Images and Videos, Laura Brechmann

Main Image, Andreas Sandri

How I want to know

Laura Brechmann

The main question raised by Aaron Antonovsky's Salutogenic Model which he developed mainly in the 70s and 80s asks, was "How about life?". It is this question that calls to me, smiling. However, while responding to it, life happened and I found myself on uncertain ground, unable to hold on to an objective, analytic attitude. The attempt was effortful and, triggered stress, private injuries and political urgencies intermingled. The complexity of the context makes me overhelmed, but it also makes me stagger, drunken with excitement. A forward momentum urged me on. I think of the direction, ready myself, but can I be accurate in it? Can I take risks and throw myself into it? Take responsibility and not let fear numb me? I take a look at the parts which may belong together and with them, I ask you, reader, to dance with me on uncertain ground.

Illness.

I wonder, does repressed pain lodge itself in the body? - Hidden in the intestine, or in between, the oesophagus and the stomach? Pain in the body - I imagine it like a nuclear waste repository, the toxins hidden somewhere, invisible. Out of sight, out of mind. At some point the pain will make itself felt. I know that a painful experience should not be bottled up. I must learn to deal with what I have experienced - Watching the use[1] of my body. There is no threat that it will collapse from pain and despair, but it is too tense - like the wire of a bicycle brake pulled too tight. Tension reduces possibilities. But how to learn to relearn? How do we transport one's own nuclear waste out of the body? Squeeze it all out of the rectum with effort, sweating, risking haemorrhoids? Or can we dump the waste on a friend or colleague? Talk to get it all out? That helps, no question . . . but invisible gases remain. Exhaling and inhaling are part of the same breath. I want to find a way to deal with them both, in a symbiotic way.

Self-observation.

Something loosened: a slight pain that I am already aware of, on my left hip bone. I have a certain number of narrow books under the head. My arm is lifted, shaken tentatively, my gaze fixes on the quiet vibrations of the mobile on the ceiling. The direction of my gaze makes a difference, it is palpable. The trainee's hands tremble. She is nervous, initially unsure, and keeps asking for advice.[2] She is still learning. That is also why I am here, because like her, I am at the training centre to become a teacher of the Alexander Technique (AT), taugth by Andreas Sandri and Norma Espejel on Lustgasse in Vienna (http://www.waat.at/en). Four times a week, I visitt the school as a student of the AT. I stand, sit, get up, lie down, walk. My teacher accompanies these everyday movements, but she does not correct me. Her hands listen, feel what is needed and are there to guide me.
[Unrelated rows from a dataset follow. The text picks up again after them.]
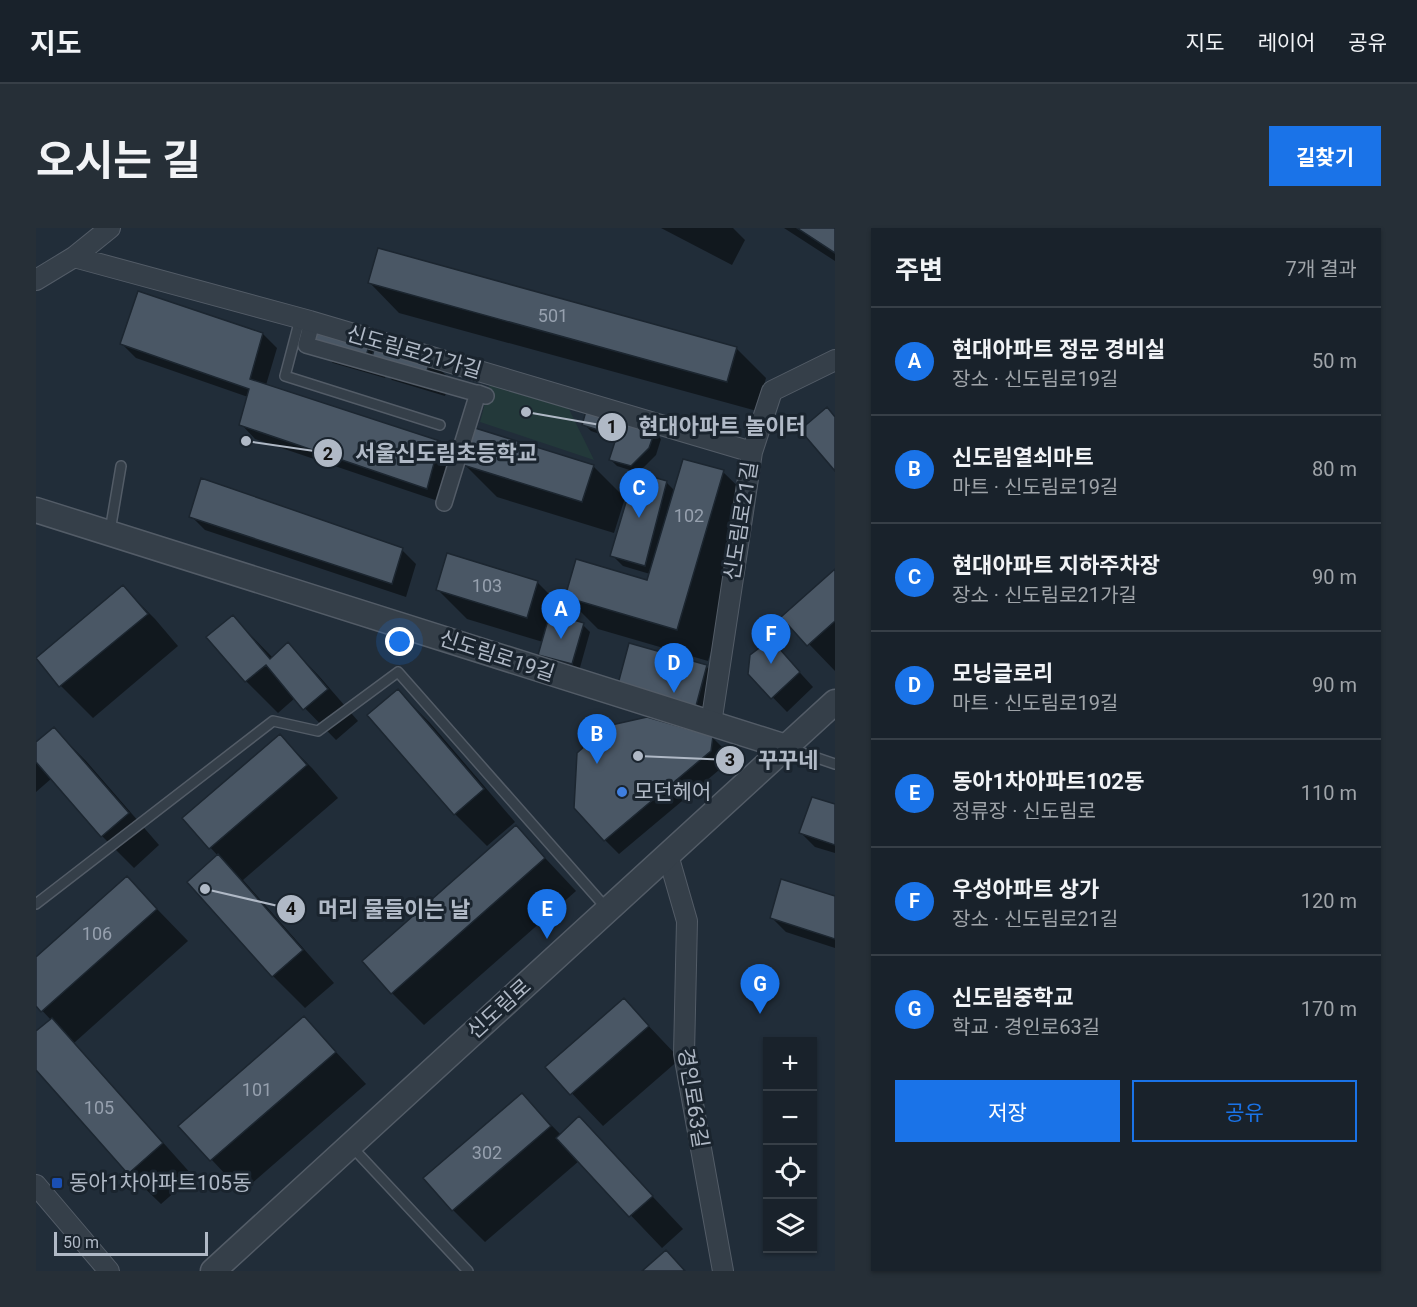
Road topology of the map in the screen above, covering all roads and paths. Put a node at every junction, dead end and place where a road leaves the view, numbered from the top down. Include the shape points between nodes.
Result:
1 (110, 228) edge
2 (74, 257) junction
3 (36, 280) edge
4 (306, 320) junction
5 (835, 360) edge
6 (441, 425) dead end
7 (752, 452) junction
8 (121, 466) dead end
9 (444, 503) dead end
10 (36, 510) edge
11 (110, 534) junction
12 (835, 702) edge
13 (711, 724) junction
14 (786, 747) junction
15 (835, 764) edge
16 (668, 855) junction
17 (36, 904) edge
18 (608, 910) junction
19 (351, 1145) junction
20 (36, 1185) edge
21 (109, 1271) edge
22 (213, 1271) edge
23 (468, 1271) edge
24 (723, 1271) edge

1 - 2 street
2 - 3 street
2 - 4 street, 신도림로21가길
4 - 6 lane via 285,376
4 - 7 street, 신도림로21가길
4 - 9 street via 306,345 453,386 464,390 475,393 486,396 478,393 475,404 464,437
5 - 7 street, 신도림로21길 via 772,391
7 - 13 street, 신도림로21길
8 - 11 lane
10 - 11 street, 신도림로19길
11 - 13 street, 신도림로19길
12 - 14 street, 신도림로
13 - 14 street, 신도림로19길
14 - 15 lane
14 - 16 street, 신도림로
16 - 18 street, 신도림로
16 - 24 street, 경인로63길 via 687,921 684,1054
17 - 18 lane via 273,721 318,731 398,672
18 - 19 street, 신도림로
19 - 22 street, 신도림로
19 - 23 lane
20 - 21 street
How do I hold myself in life? How do I use my body? How do I think about my movements, how do I live? Where is the direction? I do not know. She does not know. But her hands know.

The AT teaches to understand the body as a unit and to develop a senesitive sense of the "Use of the self"[3]. It strives to dissolve chronic movements in the musculoskeletal system that have developed through recurring stressors, and bring the inner self into balance. Through intensive processes of self-observation and using Alexander directives that have been tested over years of practice, the sensitive balance mechanisms are refined and body awareness is heightened. (Re)discovering the appropriate tone and becoming balanced through training the sensory system is elementary to the somatic practice of the Alexander Technique.

Search.

It is about looking for the right way in our 'Use of the Self'. Not by compelling ourselves to move in the right way, but by letting our bodies find the way without expectation. No correction, no pulling, no frantic "straightening". What am I looking for if it can't be categorised as right and wrong? - Why this impatience? Just to feel less sick? There is a bond between the teacher and the student. No dependence, no promise of salvation, no abdication of responsibility, but communication, energy and observation.
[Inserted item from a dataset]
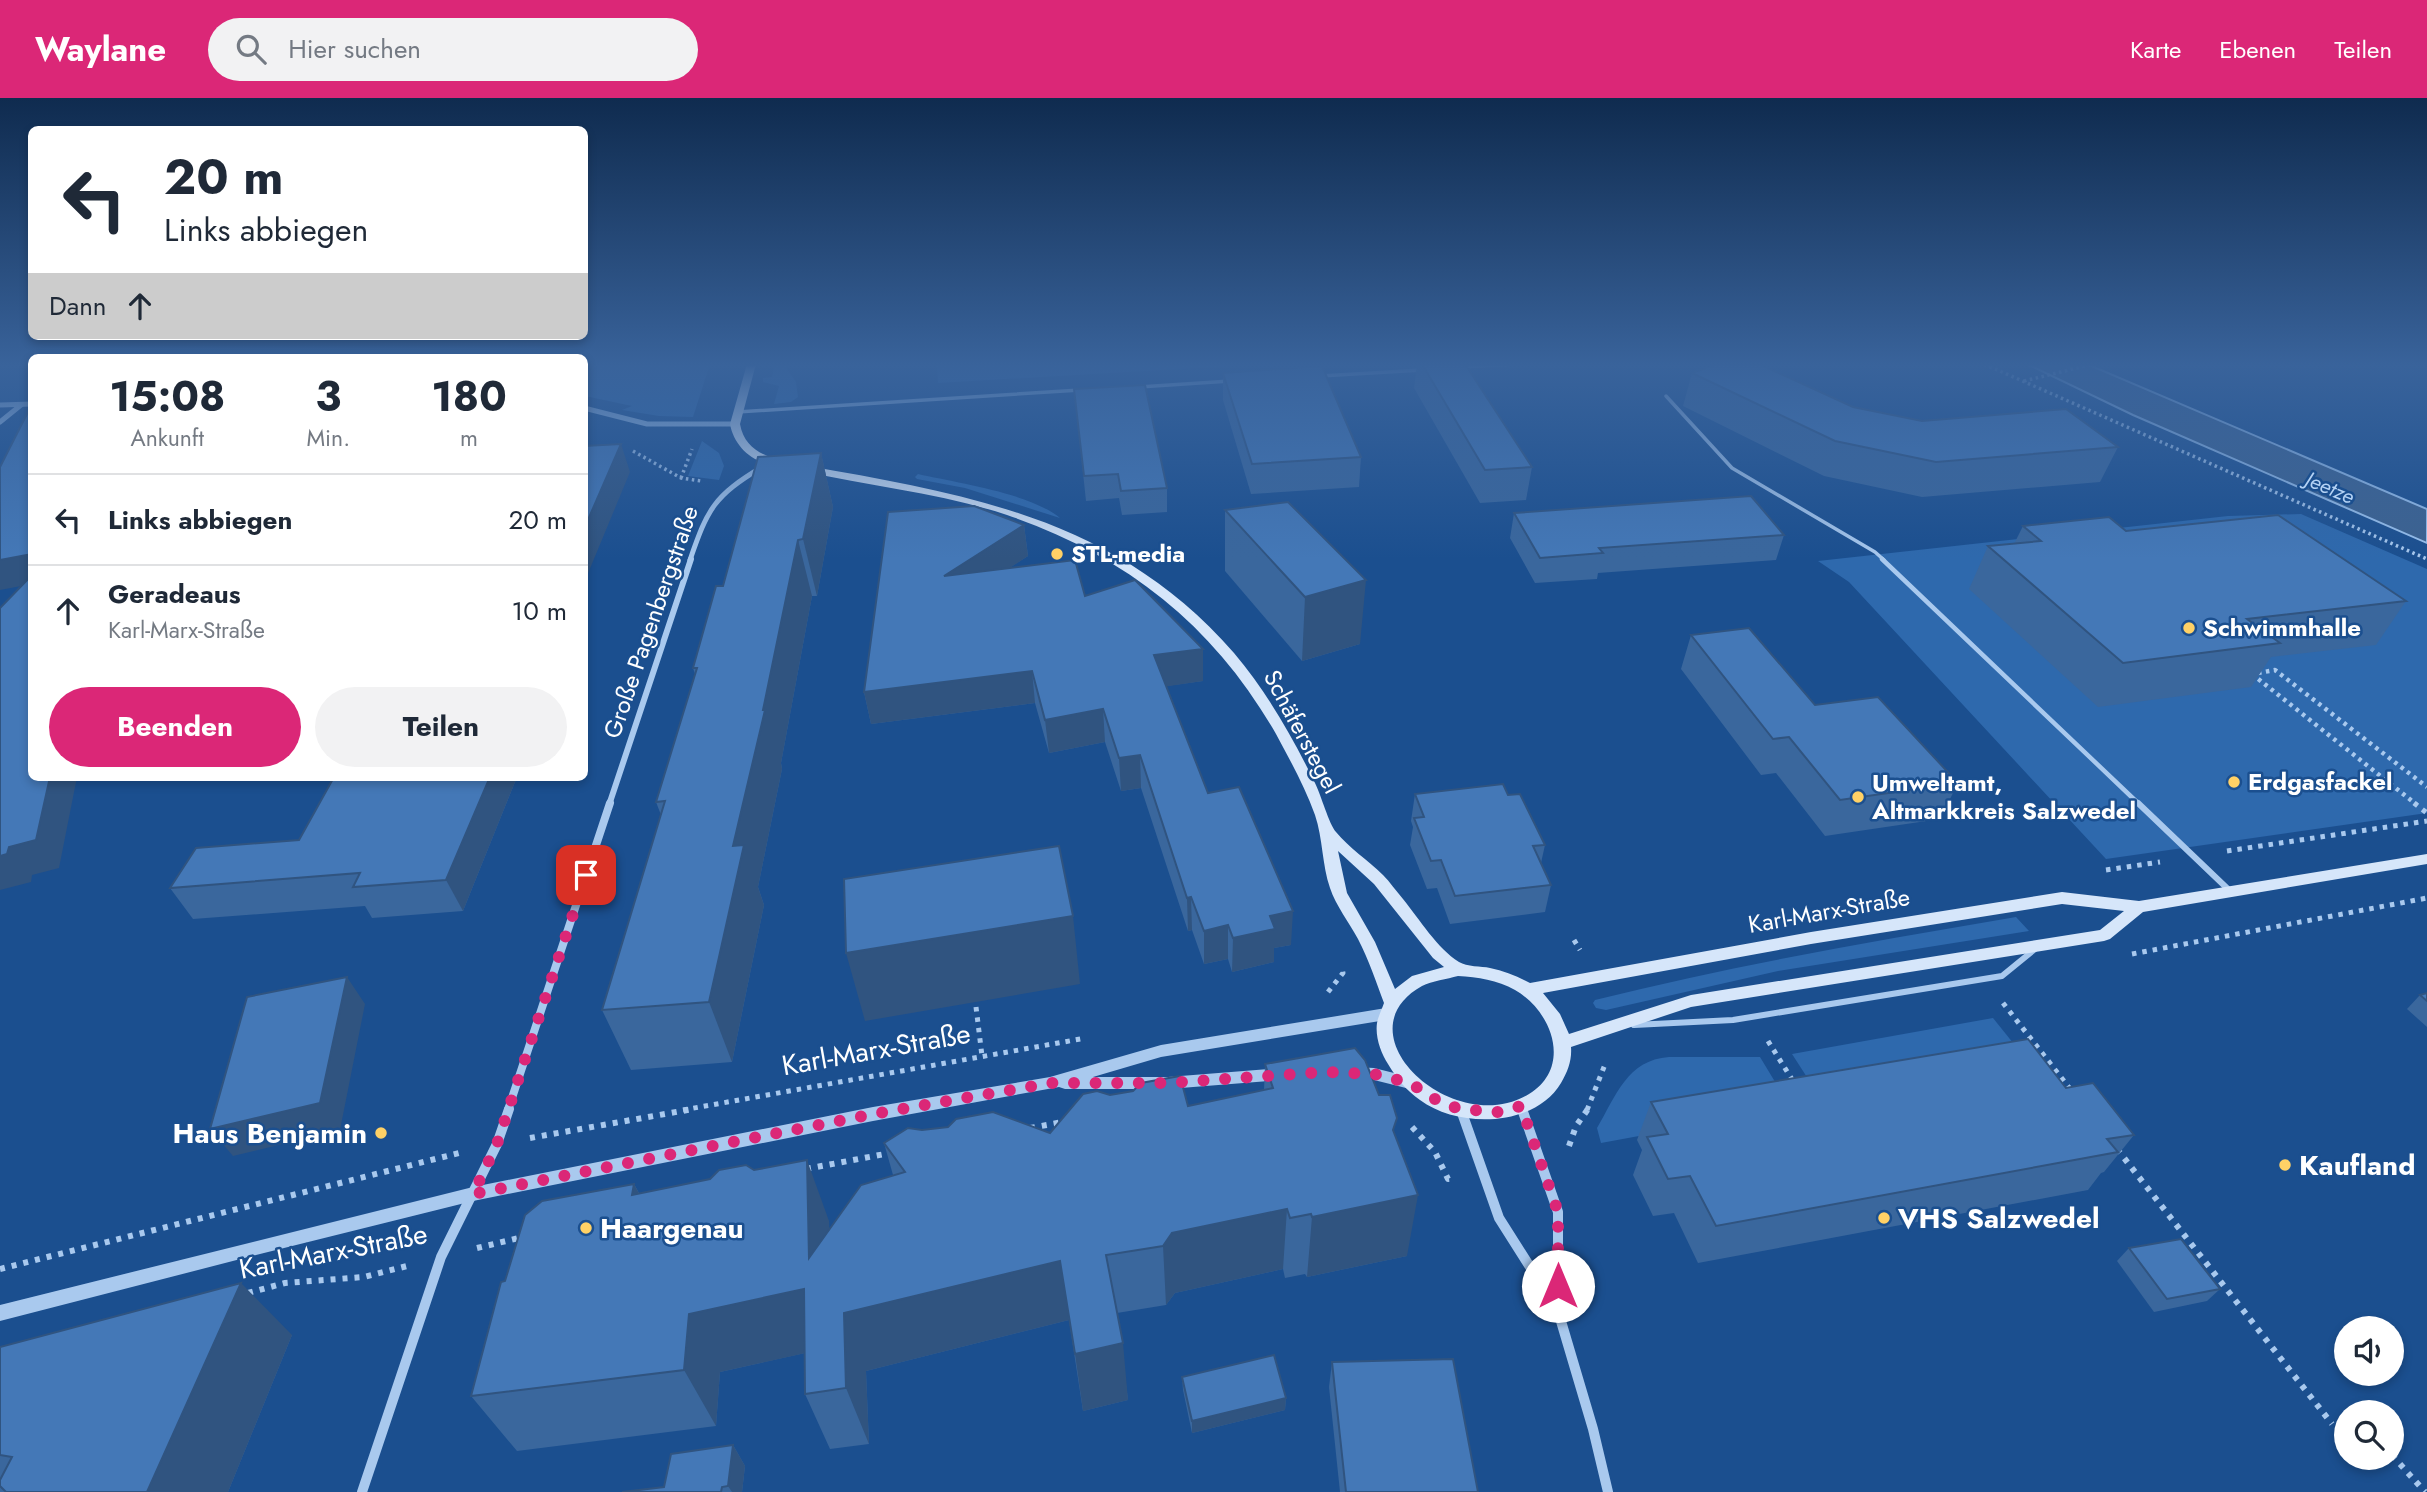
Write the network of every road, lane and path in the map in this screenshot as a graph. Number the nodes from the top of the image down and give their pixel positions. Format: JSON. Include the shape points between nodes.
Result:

For me, the visits to the school opened up a practical view on the Salutogenic Model of Aaron Antonovsky. As a medical sociologist in the 1980s he strongly criticised the health system of his time, pathogenetically oriented medicine. Instead of "curing defects'' Antonovsky focused on questions about the degree of human health ("Why do people stay healthy? How do they manage to recover from illness? How does a person become more healthy and less sick?") and presented a model that dissolves the generally accepted dichotomy of illness and health.

"Whereas the two states were previously understood as mutually exclusive, Antonovsky placed them on a continuum, at the extremes of which are the terms 'sick' and 'healthy'. Most people are 'located' somewhere between the poles."[4]

The AT works to sensitize the student to the use of the physical self in order to enable the person to solve dysfunctions and to prevent them in the future. Antonovsky also states that each person's body primarily strives to strengthen the "healthy parts" and ward off stressors. According to salutogenesis, how well each individual succeeds in doing this depends in particular, on three building blocks - "sense of coherence", "generalised resistance resources" and "stressors" - which are interconnected in "dynamic interaction".[5]

"AT works with the body on the soul. Through gentle movements, the body is reminded to maintain adequate tone in every situation [...] The gradual process is a counterbalance to our fast-moving times, leading to an improvement in one's own inner perception."[6]

Resilience.

I feel connected to both the salutogenesis and AT approach: the question of "What keeps us healthy?". But then sometimes, life is falling apart around me and to stay upright, to keep balanced, to go on becomes more and more difficult. How can I manage to maintain good posture when I feel dizzy? Everywhere, I meet the same word: Resilience. Be resilient, be a good swimmer, take care of yourself, be strong, be healthy. Be, be, be - not to be, it seems, is not an option.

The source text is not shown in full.